Maybe there’ll be a new trend for feminist rewrites of Norse sagas, or Jacobean tragedies – or the million poems where men lament the fact that cruel women won’t risk life and reputation by letting themselves be seduced?

Or maybe we’ll rewrite myth from the point of view of the genuine underdogs in society through the ages: the common soldier, the civilian and the slave.

Love from the PPI Blogger

PS I know; I owe all my readers a huge apology for the lengthy hiatus of the blog. On the plus side, “Tell Me Your Name” is about to start its third and possibly (pen)ultimate draft…

1 Comment
  • Stephen Sheridan

    17th October 2023 at 3:26 pm Reply

    A great post Penelope thank you.

    The explosion of feminist re-tellings of the Greek myths in recent years has unlocked a rich seam of literature. I was fortunate enough to go to a lecture by Haynes last year and she was very amusing and very generous with book signings and answering questions.

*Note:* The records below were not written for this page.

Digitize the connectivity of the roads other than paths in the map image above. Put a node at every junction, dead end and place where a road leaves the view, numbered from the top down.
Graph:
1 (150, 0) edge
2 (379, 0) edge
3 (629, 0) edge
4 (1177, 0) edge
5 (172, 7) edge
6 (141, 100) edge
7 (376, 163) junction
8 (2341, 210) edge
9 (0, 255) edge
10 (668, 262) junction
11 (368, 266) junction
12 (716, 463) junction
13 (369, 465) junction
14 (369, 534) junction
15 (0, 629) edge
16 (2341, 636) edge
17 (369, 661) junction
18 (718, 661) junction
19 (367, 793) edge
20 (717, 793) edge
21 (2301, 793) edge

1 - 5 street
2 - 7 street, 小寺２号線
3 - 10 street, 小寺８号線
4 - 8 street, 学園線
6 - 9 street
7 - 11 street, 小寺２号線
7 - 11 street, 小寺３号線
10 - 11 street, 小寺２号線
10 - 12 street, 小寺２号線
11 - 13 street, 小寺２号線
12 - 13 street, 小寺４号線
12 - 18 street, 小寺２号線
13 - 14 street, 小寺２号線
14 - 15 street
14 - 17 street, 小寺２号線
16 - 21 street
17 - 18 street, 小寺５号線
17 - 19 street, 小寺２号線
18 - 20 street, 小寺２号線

While having a very patriarchal society, the ancient Greeks had a surprising literary focus on the struggles and suffering of women – it is an apparent contradiction, but perhaps shows there was a deeper level of empathy that helped shape the good things about their civilisation.

    As well as the tales of women in Greek Tragedy plays I would also reference Greek Old Comedy plays – particularly Aristophanes’ Lysistrata where the women of Sparta and Athens go on a sex strike to try and force the men of the two cities to stop the seemingly endless war against each other.

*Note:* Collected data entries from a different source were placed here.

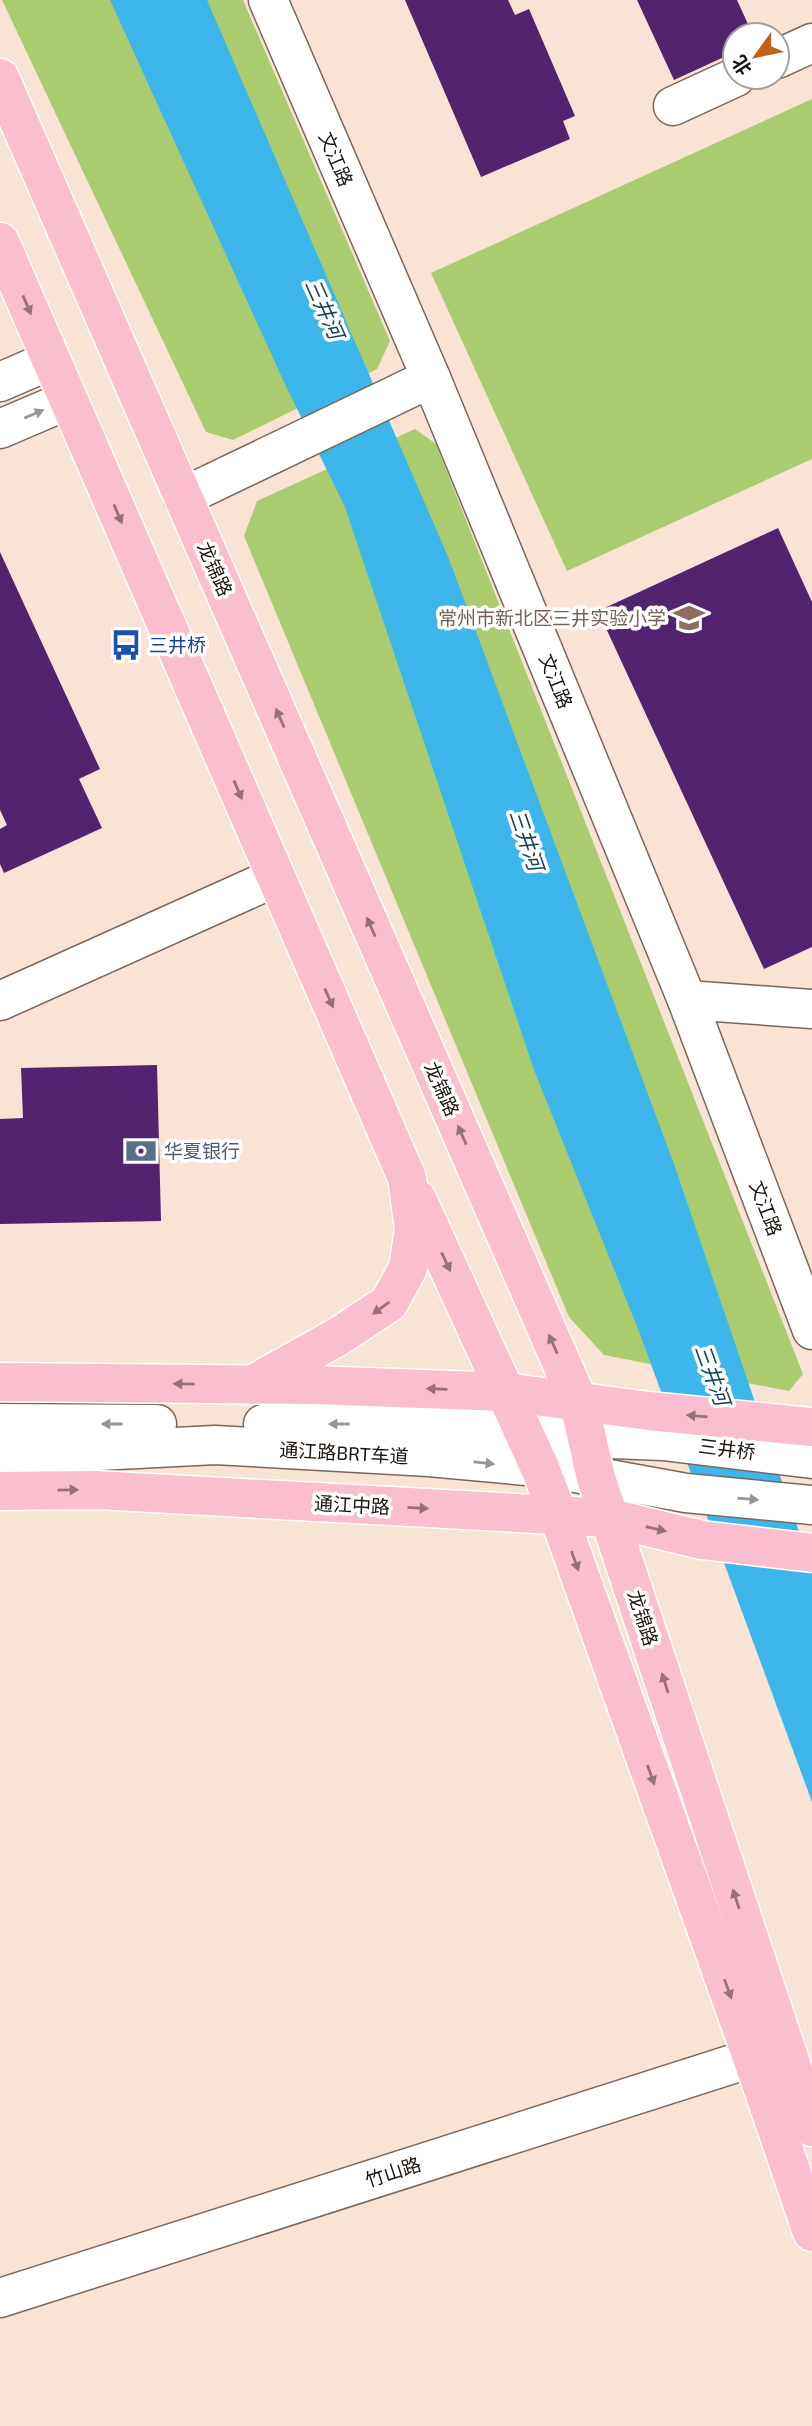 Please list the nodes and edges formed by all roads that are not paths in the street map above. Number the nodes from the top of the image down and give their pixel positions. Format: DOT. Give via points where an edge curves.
graph roads {
  1 [pos="268,0"];
  2 [pos="812,43"];
  3 [pos="791,53"];
  4 [pos="0,78"];
  5 [pos="721,84"];
  6 [pos="673,106"];
  7 [pos="0,243"];
  8 [pos="51,360"];
  9 [pos="431,378"];
  10 [pos="0,382"];
  11 [pos="68,400"];
  12 [pos="0,429"];
  13 [pos="183,497"];
  14 [pos="276,877"];
  15 [pos="687,1000"];
  16 [pos="0,1001"];
  17 [pos="812,1009"];
  18 [pos="407,1178"];
  19 [pos="812,1331"];
  20 [pos="0,1382"];
  21 [pos="253,1385"];
  22 [pos="505,1392"];
  23 [pos="583,1420"];
  24 [pos="0,1423"];
  25 [pos="656,1426"];
  26 [pos="522,1430"];
  27 [pos="801,1442"];
  28 [pos="0,1456"];
  29 [pos="540,1468"];
  30 [pos="596,1478"];
  31 [pos="0,1490"];
  32 [pos="811,1504"];
  33 [pos="559,1517"];
  34 [pos="610,1518"];
  35 [pos="812,1553"];
  36 [pos="769,2052"];
  37 [pos="812,2127"];
  38 [pos="812,2232"];
  39 [pos="0,2298"];
  1 -- 9 [label="street, 文江路"];
  2 -- 3 [label="street"];
  4 -- 13 [label="main road, 龙锦路"];
  5 -- 6 [label="street"];
  7 -- 8 [label="main road, one-way"];
  8 -- 10 [label="street"];
  8 -- 11 [label="main road"];
  9 -- 13 [label="street"];
  9 -- 15 [label="street, 文江路"];
  12 -- 11 [label="street, one-way"];
  11 -- 14 [label="main road, one-way"];
  23 -- 13 [label="main road, 龙锦路, one-way"];
  14 -- 16 [label="street"];
  14 -- 18 [label="main road, one-way"];
  15 -- 17 [label="street"];
  15 -- 19 [label="street, 文江路"];
  18 -- 21 [label="main road, one-way" via="414,1229 408,1268 389,1303"];
  18 -- 22 [label="main road, 龙锦路, one-way"];
  21 -- 20 [label="main road, one-way"];
  22 -- 21 [label="main road, one-way"];
  22 -- 23 [label="main road"];
  22 -- 26 [label="main road, 龙锦路"];
  23 -- 25 [label="street, 通江路BRT车道"];
  23 -- 26 [label="street, 通江路BRT车道"];
  23 -- 30 [label="main road, 龙锦路"];
  26 -- 24 [label="street, 通江路BRT车道, one-way" via="408,1424"];
  27 -- 25 [label="main road, 三井桥, one-way"];
  26 -- 29 [label="main road, 龙锦路"];
  28 -- 29 [label="street, 通江路BRT车道, one-way" via="215,1445"];
  29 -- 30 [label="street, 通江路BRT车道"];
  29 -- 33 [label="main road, 龙锦路"];
  30 -- 32 [label="street, 通江路BRT车道, one-way" via="686,1493"];
  30 -- 34 [label="main road, 龙锦路"];
  31 -- 33 [label="main road, 通江中路, one-way" via="96,1490"];
  33 -- 34 [label="main road, 通江中路"];
  33 -- 36 [label="main road, 龙锦路, one-way"];
  34 -- 35 [label="main road, 通江中路, one-way" via="702,1540"];
  36 -- 34 [label="main road, 龙锦路, one-way"];
  36 -- 37 [label="main road, 龙锦路"];
  36 -- 38 [label="main road, 龙锦路"];
  36 -- 39 [label="street, 竹山路"];
}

    There is also a slightly comic element to the legend of the Judgement of Paris, when the three goddesses (Hera, Aphrodite and Athena) ask him to chose the most beautiful and offer him bribes of supremacy in their particular fields. Instead of realising that this is a dire no-win situation for him, he pushes his male prurience by saying that they must all appear naked to him for him to judge. I have seen a few Rennaissance paintings of this and it is notable that while they all take off their clothes, Athena (Goddess of war and wisdom – a bit contradictory!) keeps her helmet on and holds her spear. There is a interesting parallel here with Satan’s temptation of Jesus, but while Jesus refuses all the different temptations, Paris chooses one of the three he is offered and dooms himself to enslavement by that particular desire (love and lust) – it never occurs to him to refuse all the temptations and refuse to be the judge (albeit they might all have clobbered him then).